Measurement is the most important. If you enter metrics in the early stages of work, then you will learn amazing things about your data exchange system. Make the metrics readable for testers and use them to understand what is happening inside the network engine.

Lesson: part of the problem with data exchange in AoE arose when Mark was displaying metrics too early and did not check the message levels (length and frequency) again after preparing the final code. Such unexpected things as random races between AIs, difficult-to-calculate paths, and poorly structured command packets can cause huge performance problems, even when the system works well for the rest.

Make it so that the system notifies testers and developers of what seems to be exceeding the boundary conditions — programmers and testers will see in the development process which tasks load the system; This will allow solving problems at the early stages of their occurrence.

Spend time explaining to the testers of the data exchange system, show and explain the metrics to them - you may be surprised at what they notice when strange failures inevitably arise in the network code.

In general, metrics should have the following properties:

Being human-readable and understandable by testers
Point to bottlenecks, brakes and problems
It is not enough to influence the performance and be constantly running.

Developer Training It is very difficult to teach programmers who are used to creating single-user applications, so that they think about the separation between output, receiving and processing a command. It is easy to forget that you can request something that did not happen, or that can happen a few seconds after the command is returned. Commands must be checked for correctness both when sending and when receiving.

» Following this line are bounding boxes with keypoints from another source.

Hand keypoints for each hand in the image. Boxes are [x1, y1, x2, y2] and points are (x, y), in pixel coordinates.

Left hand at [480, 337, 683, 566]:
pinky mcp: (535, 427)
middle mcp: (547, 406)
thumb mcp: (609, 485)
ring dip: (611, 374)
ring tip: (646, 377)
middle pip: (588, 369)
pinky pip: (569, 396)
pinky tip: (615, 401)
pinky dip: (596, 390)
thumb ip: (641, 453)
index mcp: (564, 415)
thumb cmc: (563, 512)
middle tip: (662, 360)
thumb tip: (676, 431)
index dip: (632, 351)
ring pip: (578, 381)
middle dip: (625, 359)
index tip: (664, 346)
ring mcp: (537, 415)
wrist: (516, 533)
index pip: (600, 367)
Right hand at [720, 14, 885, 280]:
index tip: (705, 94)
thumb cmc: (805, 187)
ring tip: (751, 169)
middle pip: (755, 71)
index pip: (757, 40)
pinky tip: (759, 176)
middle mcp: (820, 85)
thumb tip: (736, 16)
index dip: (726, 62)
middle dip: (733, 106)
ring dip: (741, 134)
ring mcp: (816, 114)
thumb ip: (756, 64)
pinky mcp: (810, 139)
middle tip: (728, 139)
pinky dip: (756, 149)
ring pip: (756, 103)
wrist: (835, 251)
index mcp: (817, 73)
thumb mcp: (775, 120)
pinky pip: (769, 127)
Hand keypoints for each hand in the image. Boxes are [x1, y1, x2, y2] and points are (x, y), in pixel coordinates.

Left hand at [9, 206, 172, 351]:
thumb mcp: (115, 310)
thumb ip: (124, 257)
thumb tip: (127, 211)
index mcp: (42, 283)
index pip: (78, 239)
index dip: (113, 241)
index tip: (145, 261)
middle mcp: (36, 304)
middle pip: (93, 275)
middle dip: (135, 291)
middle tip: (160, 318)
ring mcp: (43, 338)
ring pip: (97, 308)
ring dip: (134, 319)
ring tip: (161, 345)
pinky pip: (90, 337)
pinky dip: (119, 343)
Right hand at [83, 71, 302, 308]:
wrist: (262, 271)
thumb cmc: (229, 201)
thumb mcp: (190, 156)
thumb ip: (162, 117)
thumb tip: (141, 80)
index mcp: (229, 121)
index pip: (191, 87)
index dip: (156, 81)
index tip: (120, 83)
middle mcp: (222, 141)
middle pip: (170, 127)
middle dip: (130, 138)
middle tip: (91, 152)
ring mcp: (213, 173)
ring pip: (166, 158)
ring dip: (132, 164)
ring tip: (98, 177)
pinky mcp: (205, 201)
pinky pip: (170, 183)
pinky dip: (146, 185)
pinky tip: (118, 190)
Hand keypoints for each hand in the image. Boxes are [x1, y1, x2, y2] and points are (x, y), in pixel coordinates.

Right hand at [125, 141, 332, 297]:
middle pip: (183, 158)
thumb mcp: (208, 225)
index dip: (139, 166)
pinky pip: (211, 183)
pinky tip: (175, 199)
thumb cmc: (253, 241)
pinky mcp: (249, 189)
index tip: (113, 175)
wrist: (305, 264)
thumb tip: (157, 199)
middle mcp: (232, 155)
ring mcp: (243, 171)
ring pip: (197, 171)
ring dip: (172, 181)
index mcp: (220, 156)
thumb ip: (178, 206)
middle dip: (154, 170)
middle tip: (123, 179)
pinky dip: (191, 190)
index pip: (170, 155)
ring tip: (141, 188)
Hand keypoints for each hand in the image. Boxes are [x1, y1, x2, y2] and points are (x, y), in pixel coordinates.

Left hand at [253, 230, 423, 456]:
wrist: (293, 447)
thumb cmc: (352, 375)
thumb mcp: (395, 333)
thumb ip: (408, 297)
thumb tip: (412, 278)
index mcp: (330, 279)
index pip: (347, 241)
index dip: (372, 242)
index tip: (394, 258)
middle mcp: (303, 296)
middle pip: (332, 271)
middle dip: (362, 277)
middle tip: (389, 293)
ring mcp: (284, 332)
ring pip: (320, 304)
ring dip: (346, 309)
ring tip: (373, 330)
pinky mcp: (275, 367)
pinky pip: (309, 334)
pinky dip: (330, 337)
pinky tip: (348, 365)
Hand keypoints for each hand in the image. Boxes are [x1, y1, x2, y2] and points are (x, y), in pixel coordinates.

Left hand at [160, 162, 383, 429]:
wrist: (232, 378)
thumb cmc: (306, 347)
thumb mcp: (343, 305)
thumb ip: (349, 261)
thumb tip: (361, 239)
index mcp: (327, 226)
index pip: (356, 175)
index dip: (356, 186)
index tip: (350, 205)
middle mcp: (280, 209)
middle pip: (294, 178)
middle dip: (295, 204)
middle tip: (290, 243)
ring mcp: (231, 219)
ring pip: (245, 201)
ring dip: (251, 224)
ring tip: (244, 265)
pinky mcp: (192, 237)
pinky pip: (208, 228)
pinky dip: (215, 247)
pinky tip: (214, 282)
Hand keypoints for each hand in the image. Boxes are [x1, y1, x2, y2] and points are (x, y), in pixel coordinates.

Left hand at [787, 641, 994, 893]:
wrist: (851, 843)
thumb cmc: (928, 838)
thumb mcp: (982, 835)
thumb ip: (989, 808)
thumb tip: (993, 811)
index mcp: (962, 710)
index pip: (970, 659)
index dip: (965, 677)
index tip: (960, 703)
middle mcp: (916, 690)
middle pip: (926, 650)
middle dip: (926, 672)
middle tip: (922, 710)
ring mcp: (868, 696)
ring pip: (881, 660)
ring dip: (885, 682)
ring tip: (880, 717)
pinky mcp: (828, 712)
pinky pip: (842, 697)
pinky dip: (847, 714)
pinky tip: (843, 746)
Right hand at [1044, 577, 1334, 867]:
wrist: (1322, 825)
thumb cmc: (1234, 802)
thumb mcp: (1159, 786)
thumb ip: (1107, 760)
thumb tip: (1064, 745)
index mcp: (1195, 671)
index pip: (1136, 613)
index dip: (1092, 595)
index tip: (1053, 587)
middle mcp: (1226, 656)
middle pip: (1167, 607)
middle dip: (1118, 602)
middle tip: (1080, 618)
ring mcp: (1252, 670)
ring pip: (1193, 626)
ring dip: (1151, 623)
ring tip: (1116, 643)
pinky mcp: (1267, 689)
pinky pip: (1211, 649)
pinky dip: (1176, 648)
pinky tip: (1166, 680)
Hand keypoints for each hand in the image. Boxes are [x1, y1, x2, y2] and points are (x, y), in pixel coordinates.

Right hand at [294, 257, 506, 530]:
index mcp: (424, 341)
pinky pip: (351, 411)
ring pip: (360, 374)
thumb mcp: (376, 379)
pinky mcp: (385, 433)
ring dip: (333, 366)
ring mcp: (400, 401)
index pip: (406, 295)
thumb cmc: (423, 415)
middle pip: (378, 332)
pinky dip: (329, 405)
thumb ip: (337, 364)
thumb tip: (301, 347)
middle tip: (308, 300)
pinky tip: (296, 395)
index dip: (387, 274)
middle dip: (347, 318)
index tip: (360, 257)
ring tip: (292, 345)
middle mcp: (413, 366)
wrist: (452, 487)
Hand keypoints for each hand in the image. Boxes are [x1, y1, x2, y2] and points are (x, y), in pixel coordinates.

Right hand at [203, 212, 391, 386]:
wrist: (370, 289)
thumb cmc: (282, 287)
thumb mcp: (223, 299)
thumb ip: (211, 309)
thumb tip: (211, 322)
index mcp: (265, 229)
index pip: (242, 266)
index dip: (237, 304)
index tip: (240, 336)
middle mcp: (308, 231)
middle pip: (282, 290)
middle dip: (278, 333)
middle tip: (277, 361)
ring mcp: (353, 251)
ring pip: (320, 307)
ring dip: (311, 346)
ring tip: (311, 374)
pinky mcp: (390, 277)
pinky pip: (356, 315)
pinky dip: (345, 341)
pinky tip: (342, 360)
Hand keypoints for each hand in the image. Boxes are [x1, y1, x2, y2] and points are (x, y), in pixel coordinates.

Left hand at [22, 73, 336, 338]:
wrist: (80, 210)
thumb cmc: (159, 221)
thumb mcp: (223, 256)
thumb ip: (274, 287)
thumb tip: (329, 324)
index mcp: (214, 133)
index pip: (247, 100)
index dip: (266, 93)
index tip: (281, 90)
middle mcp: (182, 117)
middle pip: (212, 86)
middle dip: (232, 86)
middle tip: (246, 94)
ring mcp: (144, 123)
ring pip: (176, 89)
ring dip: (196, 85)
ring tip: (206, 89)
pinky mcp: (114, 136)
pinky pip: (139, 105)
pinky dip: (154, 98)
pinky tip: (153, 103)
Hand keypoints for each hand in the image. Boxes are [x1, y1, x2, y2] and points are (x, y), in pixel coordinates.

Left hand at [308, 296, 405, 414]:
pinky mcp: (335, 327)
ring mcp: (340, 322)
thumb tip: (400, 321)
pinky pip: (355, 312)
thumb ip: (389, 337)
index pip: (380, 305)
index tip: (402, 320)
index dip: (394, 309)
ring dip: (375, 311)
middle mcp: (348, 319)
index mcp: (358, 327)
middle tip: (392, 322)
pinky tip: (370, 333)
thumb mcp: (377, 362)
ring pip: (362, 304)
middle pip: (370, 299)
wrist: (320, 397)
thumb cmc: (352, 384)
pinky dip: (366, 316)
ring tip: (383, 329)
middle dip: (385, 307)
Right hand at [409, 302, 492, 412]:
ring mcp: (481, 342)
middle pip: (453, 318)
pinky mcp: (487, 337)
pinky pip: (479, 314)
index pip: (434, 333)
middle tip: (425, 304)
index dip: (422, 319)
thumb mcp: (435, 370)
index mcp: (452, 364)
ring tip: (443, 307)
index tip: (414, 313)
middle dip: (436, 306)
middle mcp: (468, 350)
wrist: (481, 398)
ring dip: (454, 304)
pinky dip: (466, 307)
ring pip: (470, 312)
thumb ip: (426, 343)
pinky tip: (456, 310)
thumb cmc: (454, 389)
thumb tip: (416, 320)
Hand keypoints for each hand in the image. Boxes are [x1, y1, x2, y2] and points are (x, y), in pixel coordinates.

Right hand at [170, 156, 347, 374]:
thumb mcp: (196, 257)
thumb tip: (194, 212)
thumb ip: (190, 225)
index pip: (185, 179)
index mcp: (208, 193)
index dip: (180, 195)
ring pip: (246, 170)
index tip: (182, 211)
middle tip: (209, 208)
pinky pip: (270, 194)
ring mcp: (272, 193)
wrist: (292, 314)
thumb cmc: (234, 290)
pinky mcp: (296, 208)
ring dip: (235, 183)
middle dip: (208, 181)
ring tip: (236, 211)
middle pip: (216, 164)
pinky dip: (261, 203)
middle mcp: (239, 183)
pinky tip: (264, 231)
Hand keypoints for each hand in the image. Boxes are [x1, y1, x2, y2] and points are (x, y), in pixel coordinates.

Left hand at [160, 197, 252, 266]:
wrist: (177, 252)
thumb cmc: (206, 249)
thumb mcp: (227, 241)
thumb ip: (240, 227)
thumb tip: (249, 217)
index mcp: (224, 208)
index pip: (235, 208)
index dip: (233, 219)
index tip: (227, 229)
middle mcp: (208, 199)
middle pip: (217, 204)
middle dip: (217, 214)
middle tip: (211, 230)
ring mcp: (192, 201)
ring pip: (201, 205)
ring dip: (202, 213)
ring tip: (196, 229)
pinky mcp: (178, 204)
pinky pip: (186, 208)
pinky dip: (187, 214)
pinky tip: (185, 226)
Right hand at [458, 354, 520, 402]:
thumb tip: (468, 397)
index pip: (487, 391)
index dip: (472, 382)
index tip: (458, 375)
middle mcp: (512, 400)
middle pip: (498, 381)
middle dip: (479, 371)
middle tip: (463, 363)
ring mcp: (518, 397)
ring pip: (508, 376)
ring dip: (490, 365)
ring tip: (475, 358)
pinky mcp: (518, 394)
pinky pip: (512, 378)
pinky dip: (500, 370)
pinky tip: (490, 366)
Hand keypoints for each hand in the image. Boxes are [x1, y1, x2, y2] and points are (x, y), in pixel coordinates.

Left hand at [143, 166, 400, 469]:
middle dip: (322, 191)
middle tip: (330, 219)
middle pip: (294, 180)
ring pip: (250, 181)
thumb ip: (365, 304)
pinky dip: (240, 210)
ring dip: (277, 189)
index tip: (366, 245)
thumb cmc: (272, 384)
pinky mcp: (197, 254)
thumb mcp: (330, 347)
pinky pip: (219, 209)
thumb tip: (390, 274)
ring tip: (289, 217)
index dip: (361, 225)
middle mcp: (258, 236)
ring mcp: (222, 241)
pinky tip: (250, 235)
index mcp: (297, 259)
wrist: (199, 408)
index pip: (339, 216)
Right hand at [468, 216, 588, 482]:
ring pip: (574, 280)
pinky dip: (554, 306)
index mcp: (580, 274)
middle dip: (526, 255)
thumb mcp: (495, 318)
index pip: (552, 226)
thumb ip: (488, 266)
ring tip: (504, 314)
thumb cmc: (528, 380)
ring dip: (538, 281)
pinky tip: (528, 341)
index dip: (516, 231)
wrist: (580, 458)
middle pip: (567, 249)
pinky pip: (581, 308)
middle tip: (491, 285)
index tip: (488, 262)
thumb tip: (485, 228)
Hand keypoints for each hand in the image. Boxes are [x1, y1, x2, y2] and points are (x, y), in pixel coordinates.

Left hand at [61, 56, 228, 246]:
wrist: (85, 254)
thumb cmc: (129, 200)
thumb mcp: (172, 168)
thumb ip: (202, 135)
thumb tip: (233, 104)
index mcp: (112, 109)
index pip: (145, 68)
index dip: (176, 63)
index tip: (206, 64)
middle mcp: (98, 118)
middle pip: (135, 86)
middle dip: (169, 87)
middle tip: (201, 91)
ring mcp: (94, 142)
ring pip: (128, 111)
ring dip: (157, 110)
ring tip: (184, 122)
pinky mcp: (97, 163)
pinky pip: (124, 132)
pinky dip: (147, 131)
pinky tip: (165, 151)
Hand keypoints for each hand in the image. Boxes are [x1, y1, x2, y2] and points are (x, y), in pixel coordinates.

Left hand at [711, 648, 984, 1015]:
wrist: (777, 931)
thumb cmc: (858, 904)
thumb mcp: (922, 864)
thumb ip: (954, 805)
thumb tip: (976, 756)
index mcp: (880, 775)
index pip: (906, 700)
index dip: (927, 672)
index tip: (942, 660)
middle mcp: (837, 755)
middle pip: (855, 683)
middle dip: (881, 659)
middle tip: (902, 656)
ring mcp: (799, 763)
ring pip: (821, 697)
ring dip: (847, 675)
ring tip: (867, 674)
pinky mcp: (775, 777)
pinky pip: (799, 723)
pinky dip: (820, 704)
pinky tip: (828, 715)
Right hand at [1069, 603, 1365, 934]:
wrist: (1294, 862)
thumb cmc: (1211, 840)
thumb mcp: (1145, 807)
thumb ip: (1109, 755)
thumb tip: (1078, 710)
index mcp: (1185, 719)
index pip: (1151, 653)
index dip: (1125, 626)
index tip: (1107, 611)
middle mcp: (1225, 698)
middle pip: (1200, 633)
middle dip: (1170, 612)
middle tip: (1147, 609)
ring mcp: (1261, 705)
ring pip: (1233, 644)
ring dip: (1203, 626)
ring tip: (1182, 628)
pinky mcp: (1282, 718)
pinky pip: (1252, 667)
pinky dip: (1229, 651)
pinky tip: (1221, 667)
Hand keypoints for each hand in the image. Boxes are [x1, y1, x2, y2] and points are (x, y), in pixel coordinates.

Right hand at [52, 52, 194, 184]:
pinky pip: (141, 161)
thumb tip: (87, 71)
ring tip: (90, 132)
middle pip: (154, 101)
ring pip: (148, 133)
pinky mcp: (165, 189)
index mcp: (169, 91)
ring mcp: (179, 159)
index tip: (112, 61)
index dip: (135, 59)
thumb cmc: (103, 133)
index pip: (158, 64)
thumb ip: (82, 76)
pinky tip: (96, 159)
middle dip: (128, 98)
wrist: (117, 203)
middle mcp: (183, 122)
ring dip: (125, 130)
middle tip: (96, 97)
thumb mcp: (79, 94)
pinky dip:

With a synchronous model, programmers are also obliged to take into account that inside the simulation the code should not depend on any local factor (such as free time, special equipment, or different settings). Code execution on all machines must be the same. For example, the presence of random sounds of a relief within a simulation can lead to different behavior of games.

Other lessons. This should be common sense - but if you depend on a third-party network (DirectPlay in our case), write an independent test application confirming that when the owners declare “guaranteed delivery”, the messages do get that “guaranteed package order” in fact there is, and that the product has no hidden bottlenecks or strange behavior when processing transmitted data in your game.

Get ready to create simulation applications and stress test simulators. In the end, we created three different minimum test applications used to investigate individual and important problems: connection flooding, problems with simultaneous connections when selecting rivals, and lost guaranteed packages.

Test with modems (and, if lucky, with modem simulators) as early as possible; Continue modem testing (no matter how painful this may be) throughout the development process. After all, problems are difficult to isolate (what is the reason for a sharp decrease in speed - provider, game, communication software, modem, match search service or something else?), And users do not want to mess around with slow dialup connections, getting used to instantaneous LAN speeds . It is vital to perform testing on modem connections with the same perseverance as with multiplayer games on the LAN.

Improvements for Age of Empires 2

In Age of Empires 2: The Age of Kings, we have added multiplayer features such as recording games, transferring files, and constantly tracking statistics on The Zone website. We also improved multiplayer systems such as integration with DirectPlay and speed control to cope with the bugs and speed issues identified after the release of Age of Empires .

The function of recording games was one of those things that were initially invented for debugging, and as a result they became a full-scale game chip. Recorded games are incredibly popular on fan sites. They allow players to share strategies and analyze them, view famous battles and learn the games in which they participated. Recording games has become an invaluable debugging tool. Since our simulation is deterministic and the recorded games are synchronous in the same sense as multiplayer, the recording of games provided us with a great way to play bugs, because every time it was guaranteed to play the same way.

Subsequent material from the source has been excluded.